» **What is needed**:
Reproduce the entries exactly as they appear below.

» **Excerpted data**:
* * * * * * * * *

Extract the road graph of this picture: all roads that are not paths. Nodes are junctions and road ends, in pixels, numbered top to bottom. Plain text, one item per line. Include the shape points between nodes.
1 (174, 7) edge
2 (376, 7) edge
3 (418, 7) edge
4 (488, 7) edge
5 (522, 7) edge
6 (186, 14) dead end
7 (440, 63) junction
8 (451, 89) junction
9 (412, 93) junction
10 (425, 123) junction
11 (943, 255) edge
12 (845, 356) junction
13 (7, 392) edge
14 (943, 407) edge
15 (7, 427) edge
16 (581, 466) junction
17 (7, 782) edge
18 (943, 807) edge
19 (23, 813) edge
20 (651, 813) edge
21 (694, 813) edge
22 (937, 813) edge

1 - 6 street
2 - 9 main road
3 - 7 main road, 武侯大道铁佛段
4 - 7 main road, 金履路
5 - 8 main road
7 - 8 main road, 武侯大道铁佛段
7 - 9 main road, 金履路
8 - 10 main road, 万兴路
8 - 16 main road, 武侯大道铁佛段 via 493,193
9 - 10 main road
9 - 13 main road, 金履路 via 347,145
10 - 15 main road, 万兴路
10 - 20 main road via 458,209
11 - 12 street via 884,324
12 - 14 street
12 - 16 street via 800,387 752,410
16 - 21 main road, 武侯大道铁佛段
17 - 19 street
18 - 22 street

* * * * * * * * *

» **Result of the exercise**:
Extract the road graph of this picture: all roads that are not paths. Nodes are junctions and road ends, in pixels, numbered top to bottom. Plain text, one item per line. Include the shape points between nodes.
1 (174, 7) edge
2 (376, 7) edge
3 (418, 7) edge
4 (488, 7) edge
5 (522, 7) edge
6 (186, 14) dead end
7 (440, 63) junction
8 (451, 89) junction
9 (412, 93) junction
10 (425, 123) junction
11 (943, 255) edge
12 (845, 356) junction
13 (7, 392) edge
14 (943, 407) edge
15 (7, 427) edge
16 (581, 466) junction
17 (7, 782) edge
18 (943, 807) edge
19 (23, 813) edge
20 (651, 813) edge
21 (694, 813) edge
22 (937, 813) edge

1 - 6 street
2 - 9 main road
3 - 7 main road, 武侯大道铁佛段
4 - 7 main road, 金履路
5 - 8 main road
7 - 8 main road, 武侯大道铁佛段
7 - 9 main road, 金履路
8 - 10 main road, 万兴路
8 - 16 main road, 武侯大道铁佛段 via 493,193
9 - 10 main road
9 - 13 main road, 金履路 via 347,145
10 - 15 main road, 万兴路
10 - 20 main road via 458,209
11 - 12 street via 884,324
12 - 14 street
12 - 16 street via 800,387 752,410
16 - 21 main road, 武侯大道铁佛段
17 - 19 street
18 - 22 street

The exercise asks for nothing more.